16 stycznia 2015

Dzieciecy przewodnik po swiecie pieniedzy - part 2


(Przewodnik part 1 dostępny TU )

W tej części poruszam przede wszystkim temat kieszonkowego (kiedy, ile, czy w ogóle dawać). Temat z pozoru prosty, a jednak raz popełniony błąd powielać będziemy musieli przez wiele miesięcy lub lat. Myślę, że dobrze jest omówić wspólnie w domu strategię kieszonkowego i dostosować ją do indywidualnych możliwości, do wieku dziecka i jego potrzeb oraz do celu na jaki dawać będziemy kieszonkowe. Piszę również o kłopotach finansowych rodziców, które mogą pojawić się nagle, a także o sensie nagradzania dzieci za pracę w domu (Gratyfikacja finansowa za odśnieżanie przed domem? Dawać czy nie?). W kontekście wczorajszej sytuacji na rynku finansowym i drastycznym wzroście kursu franka szwajcarskiego, może okazać się, że rodziny, które dotąd nie miały żadnych problemów, ale nie miały też nadwyżek w budżecie domowym - tzw. poduszki finansowej, będą musiały ograniczyć wydatki. Poszukiwanie oszczędności dotknie wielu sfer życia rodzinnego i dziecku należy się kilka słów wyjaśnienia w tej kwestii.

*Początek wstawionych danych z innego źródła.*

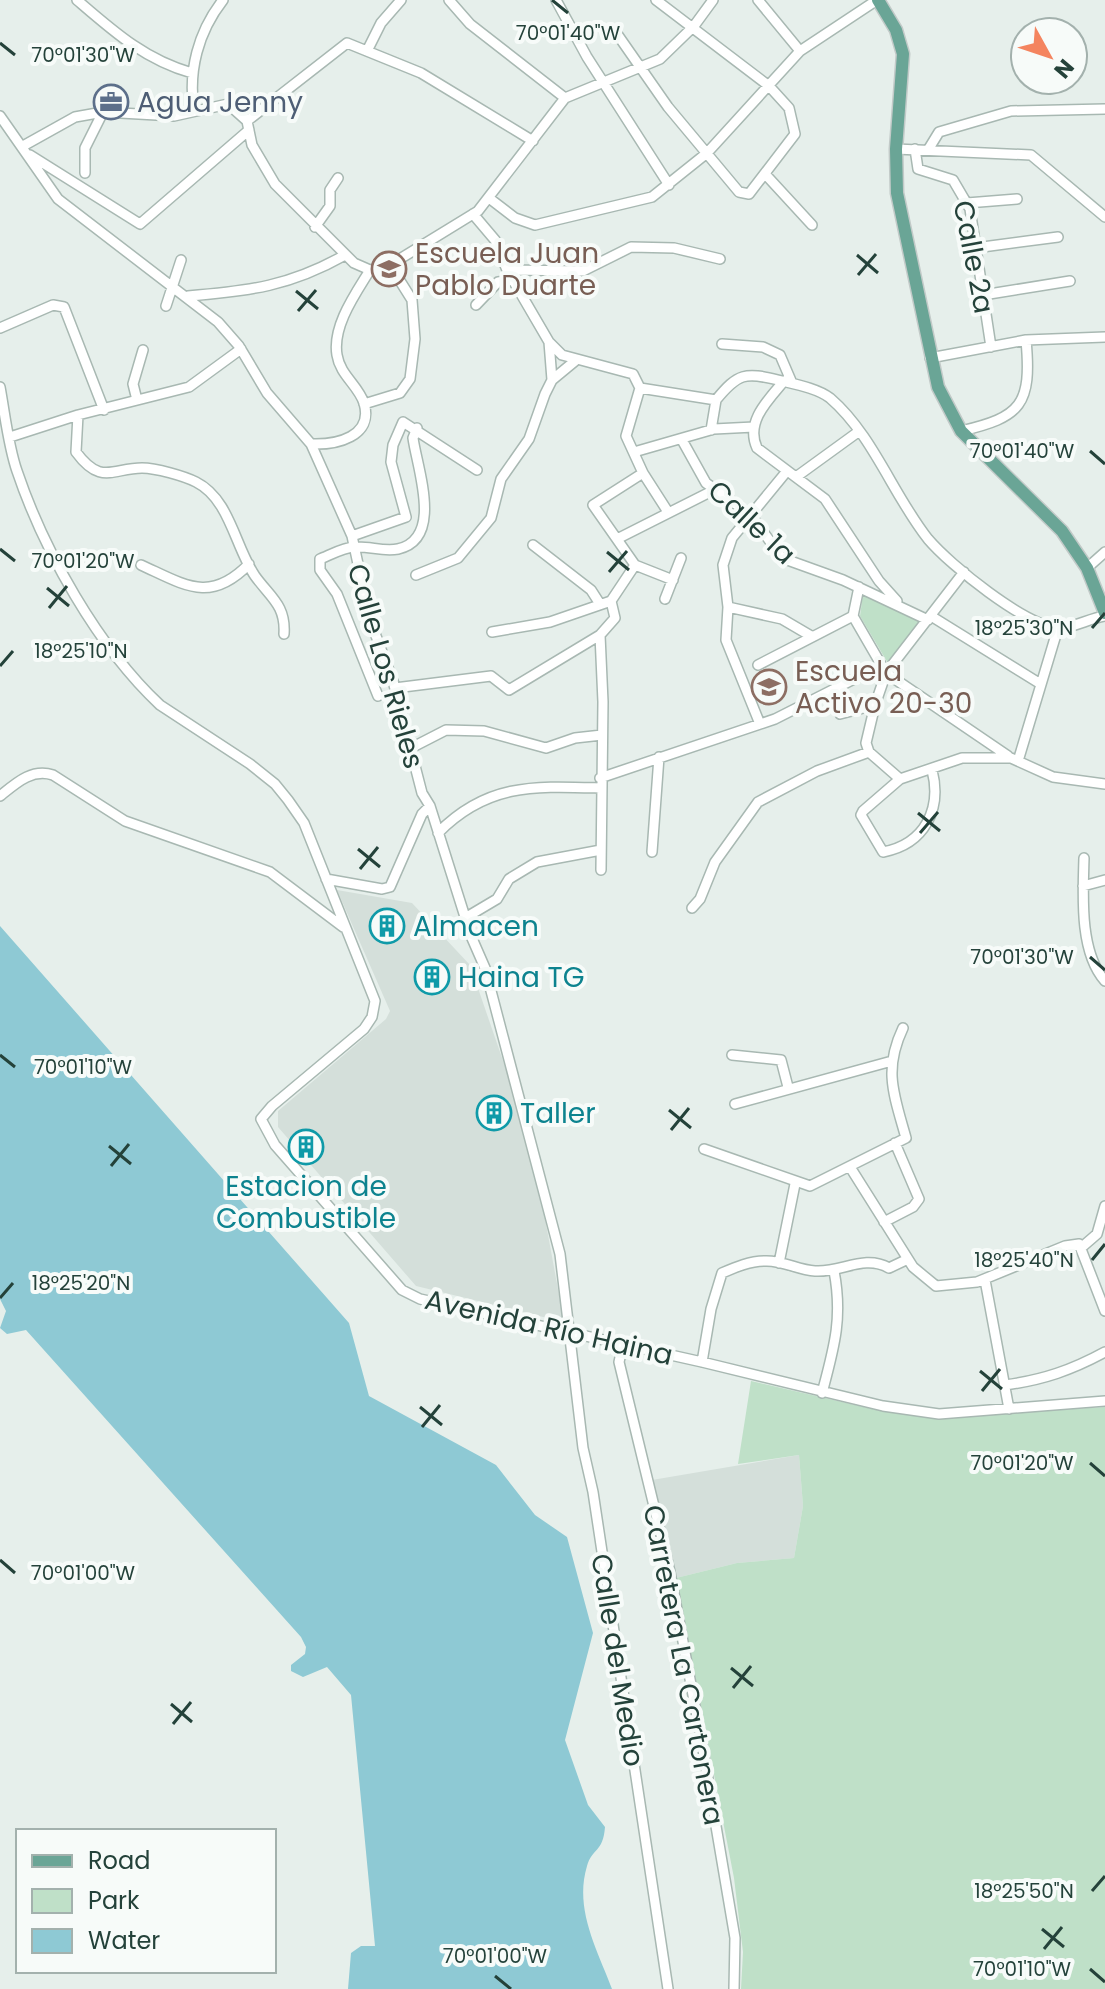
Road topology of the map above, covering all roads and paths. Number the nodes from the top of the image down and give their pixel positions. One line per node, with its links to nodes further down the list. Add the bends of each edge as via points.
1 (77, 0): 15 (street, via 137,48 164,65)
2 (223, 0): 15 (street, via 205,27)
3 (401, 0): 12 (street)
4 (449, 0): 18 (street, via 470,24)
5 (556, 0): 16 (street)
6 (656, 0): 10 (street)
7 (713, 0): 10 (street)
8 (758, 0): 13 (street)
9 (877, 0): 13 (street); 25 (main road, via 896,30 903,54)
10 (694, 26): 14 (street); 17 (street)
11 (615, 31): 14 (street)
12 (367, 51): 23 (street, via 345,43); 24 (street, via 421,73)
13 (800, 51): 17 (street)
14 (644, 68): 16 (street); 29 (street)
15 (192, 73): 20 (street)
16 (604, 81): 18 (street); 33 (street)
17 (769, 86): 29 (street); 31 (street, via 789,108 795,134)
18 (565, 98): 24 (street)
19 (1105, 109): 28 (street, via 1011,111 939,132)
20 (194, 110): 21 (street, via 174,116); 23 (street, via 228,104)
21 (103, 112): 27 (street, via 75,117); 30 (street, via 85,148)
22 (0, 116): 27 (street, Calle Los Rieles)
23 (248, 125): 27 (street, via 140,224); 40 (street, via 252,145 275,184)
24 (533, 141): 34 (street)
25 (896, 149): 26 (street); 63 (main road, via 897,193)
26 (915, 149): 28 (street); 36 (street, Calle 2a, via 918,169 953,180)
27 (25, 150): 50 (street, Calle Los Rieles, via 58,199)
28 (928, 150): 38 (street, via 1031,155)
29 (707, 153): 31 (street, via 744,195); 33 (street)
30 (85, 173)
31 (766, 175): 39 (street)
32 (338, 178): 40 (street, via 330,190 330,206)
33 (669, 185): 34 (street, via 646,199 535,225 515,218)
34 (489, 198): 37 (street)
35 (1017, 199): 36 (street)
36 (967, 203): 42 (street, Calle 2a)
37 (473, 214): 46 (street); 48 (street, via 495,240)
38 (1105, 217)
39 (812, 225)
40 (315, 227): 43 (street)
41 (1058, 237): 42 (street)
42 (975, 248): 51 (street, Calle 2a)
43 (345, 255): 47 (street); 52 (street, via 257,291)
44 (720, 259): 48 (street, via 674,248 631,247 583,271)
45 (181, 260): 50 (street)
46 (390, 265): 47 (street); 73 (street, via 412,300 410,379 400,393)
47 (370, 270): 73 (street, via 348,305 336,353)
48 (510, 275): 53 (street); 58 (street)
49 (1070, 281): 51 (street)
50 (174, 286): 52 (street, Calle Los Rieles); 54 (street)
51 (983, 295): 60 (street, Calle 2a)
52 (188, 296): 61 (street, Calle Los Rieles)
53 (476, 305)
54 (166, 306)
55 (0, 328): 74 (street, via 53,305 64,307)
56 (1105, 337): 57 (street)
57 (1026, 340): 60 (street); 79 (street, via 1028,366 1019,406 997,422)
58 (549, 342): 65 (street); 67 (street)
59 (722, 344): 68 (street, via 763,347 780,355)
60 (991, 347): 63 (street)
61 (241, 349): 64 (street); 66 (street, Calle Los Rieles)
62 (143, 350): 71 (street, via 133,384)
63 (930, 358): 79 (main road)
64 (225, 361): 66 (street); 71 (street, via 189,387)
65 (575, 361): 67 (street); 70 (street, via 633,374)
66 (253, 373): 83 (street, Calle Los Rieles)
67 (552, 380): 102 (street, via 529,439 501,479 491,518 458,558)
68 (788, 382): 72 (street, via 745,374); 76 (street, via 760,412); 80 (street, via 828,396)
69 (0, 387): 81 (street, Avenida Río Haina)
70 (640, 388): 72 (street); 84 (street, via 626,436)
71 (137, 400): 74 (street)
72 (716, 400): 78 (street)
73 (364, 404): 83 (street, via 359,431 347,441)
74 (104, 410): 75 (street)
75 (78, 415): 81 (street); 97 (street, via 76,452 83,461 114,475 142,468 196,482 213,496)
76 (754, 427): 78 (street); 86 (street, via 757,448)
77 (417, 428): 85 (street); 93 (street, via 403,422 393,445 391,462 406,517); 93 (street, via 413,438 426,500 424,526 412,543 400,548)
78 (711, 430): 82 (street)
79 (961, 431): 100 (main road, via 1062,531)
80 (858, 432): 88 (street); 101 (street, via 921,530)
81 (10, 437): 142 (street, Avenida Río Haina, via 15,468 45,540 99,630 160,705 275,784 304,823)
82 (682, 440): 84 (street); 89 (street, Calle 1a)
83 (311, 444): 93 (street, Calle Los Rieles)
84 (634, 452): 87 (street)
85 (477, 470)
86 (787, 471): 88 (street); 91 (street)
87 (643, 473): 90 (street); 92 (street, via 593,505)
88 (796, 477): 108 (street, via 825,499 879,581)
89 (714, 490): 90 (street); 91 (street, Calle 1a)
90 (668, 512): 92 (street)
91 (751, 515): 104 (street, Calle 1a, via 782,558); 109 (street, via 726,549)
92 (617, 539): 99 (street)
93 (352, 541): 121 (street, Calle Los Rieles, via 370,620); 122 (street, via 320,559 320,570 337,594)
94 (533, 545): 107 (street, via 591,590)
95 (1105, 552): 100 (street)
96 (681, 558): 103 (street)
97 (249, 564): 98 (street, via 233,581 197,588); 115 (street, via 275,596 285,619)
98 (141, 565)
99 (635, 565): 103 (street); 106 (street)
100 (1087, 568): 110 (main road)
101 (964, 572): 112 (street); 113 (street, via 1033,620)
102 (416, 575)
103 (673, 580): 105 (street)
104 (859, 587): 108 (street, Calle 1a); 111 (street)
105 (665, 599)
106 (611, 601): 107 (street); 116 (street, via 615,618)
107 (600, 604): 114 (street, via 550,622)
108 (902, 606): 112 (street, Calle 1a)
109 (728, 607): 117 (street, via 782,619); 125 (street, via 726,640)
110 (1105, 614): 113 (street)
111 (853, 616): 117 (street); 119 (street)
112 (929, 618): 119 (street); 120 (street, Calle 1a)
113 (1058, 628): 120 (street)
114 (492, 632)
115 (284, 634)
116 (600, 635): 121 (street, via 509,690 491,676); 126 (street)
117 (811, 636): 118 (street)
118 (758, 665)
119 (886, 673): 123 (street); 125 (street, via 862,675); 130 (street)
120 (1039, 683): 130 (street)
121 (395, 688): 127 (street, Calle Los Rieles)
122 (378, 696)
123 (875, 705): 124 (street); 128 (street, via 866,743)
124 (840, 714)
125 (760, 724): 129 (street)
126 (602, 735): 127 (street, via 546,748 484,731 446,730); 133 (street)
127 (409, 749): 136 (street, Calle Los Rieles)
128 (869, 752): 132 (street); 145 (street, via 817,771 758,802 715,862)
129 (659, 757): 133 (street); 139 (street)
130 (1014, 759): 131 (street, via 962,758); 134 (street, via 1053,777)
131 (932, 770): 132 (street); 132 (street, via 937,792 933,811 916,838 883,852 861,815)
132 (900, 779)
133 (600, 783): 137 (street, via 502,791); 138 (street)
134 (1105, 784)
135 (0, 796): 147 (street, via 29,775 53,775 125,821 270,872)
136 (430, 806): 137 (street, Calle Los Rieles); 142 (street, via 390,887)
137 (438, 833): 146 (street, Calle Los Rieles)
138 (601, 850): 141 (street); 146 (street, via 537,862 509,879 497,899)
139 (652, 852)
140 (1084, 858): 144 (street)
141 (601, 870)
142 (326, 879): 147 (street, Avenida Río Haina)
143 (1105, 880): 144 (street)
144 (1083, 886): 148 (street, via 1087,930)
145 (692, 908)
146 (465, 918): 166 (street, Calle Los Rieles, via 485,968 532,1138 560,1254)
147 (343, 927): 166 (street, Avenida Río Haina, via 371,986 372,1017 272,1106 261,1119 266,1132 402,1290 420,1299)
148 (1105, 981)
149 (903, 1028): 151 (street)
150 (732, 1055): 152 (street, via 781,1060)
151 (892, 1061): 152 (street); 154 (street, via 889,1080 906,1138)
152 (788, 1087): 153 (street)
153 (735, 1104)
154 (895, 1143): 156 (street); 159 (street, via 919,1199)
155 (704, 1149): 157 (street)
156 (850, 1167): 157 (street, via 810,1186); 159 (street)
157 (795, 1184): 162 (street)
158 (1105, 1206): 160 (street, via 1097,1234)
159 (884, 1222): 161 (street)
160 (1083, 1249): 164 (street, via 1073,1243); 165 (street)
161 (908, 1259): 163 (street, via 889,1268 863,1262); 164 (street, via 936,1286)
162 (779, 1263): 163 (street); 169 (street, via 742,1264 722,1273)
163 (834, 1271): 171 (street, via 839,1316)
164 (985, 1280): 170 (street)
165 (1105, 1311)
166 (570, 1332): 167 (street, Avenida Río Haina); 174 (street, Calle del Medio, via 583,1448)
167 (623, 1344): 169 (street, Avenida Río Haina); 175 (street, Carretera La Cartonera, via 619,1362 670,1572 717,1828 735,1938)
168 (1105, 1352): 170 (street, via 1069,1371)
169 (702, 1362): 171 (street, Avenida Río Haina)
170 (1005, 1385): 173 (street)
171 (822, 1393): 173 (street, Avenida Río Haina, via 939,1414)
172 (1105, 1401): 173 (street, Avenida Río Haina)
173 (1009, 1409)
174 (668, 1989)
175 (734, 1989)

Zasady nie są "złote" ani idealne. Każde dziecko jest inne, tak samo jak każda rodzina jest inna. Ważne są wg mnie świadome decyzje i konsekwentna realizacja planu. To elementy przygotowujące młodego człowieka do dorosłego życia, to reguły i zasady, które być może powieli ono wobec swoich dzieci. Pomyślcie o tym. 

 

Czy uczyć dziecko oszczędzania? 

Zdecydowanie tak! Zdziwicie się jak chętnie Wasze dzieci będą chciały oszczędzać pieniądze. Jako rodzice powinniśmy sugerować i zachęcać dzieci do nie wydawania całego kieszonkowego od razu. Już w wieku 6-7 lat można rozpocząć przygodę z oszczędzaniem i zanim się obejrzycie Wasze dziecko wyrośnie na prawdziwego herosa oszczędzania. Kiedy założycie mu pierwsze konto razem z kartą bankomatową, po ukończeniu 13 roku życia zobaczycie, że nauka nie poszła w las. Dziecko powinno oszczędzać swoje pieniądze na wyłącznie swoje potrzeby. Wtedy ma wystarczającą motywację żeby systematycznie odkładać.    

Czy dawać dziecku kieszonkowe? 

Dziecko powinno regularnie dostawać kieszonkowe. To uczy je systematyczności, odpowiedzialności i rozsądnego zarządzania środkami finansowymi. Na początku, zadaniem rodziców jest przede wszystkim ustalić, na jakie cele dziecko ma je przeznaczać. Przeznaczenie może być dwojakie, jedno dedykowane jedynie przyjemnościom, drugie na przyjemności, a także na opłacenie np. basenu, telefonu, zakup przyborów szkolnych. Jeśli przeznaczone jest na cele dowolne, nie powinniśmy kwestionować na co nasza pociecha wydała swoje pieniądze. Dziecko ma swój własny pomysł na zagospodarowanie kieszonkowego. 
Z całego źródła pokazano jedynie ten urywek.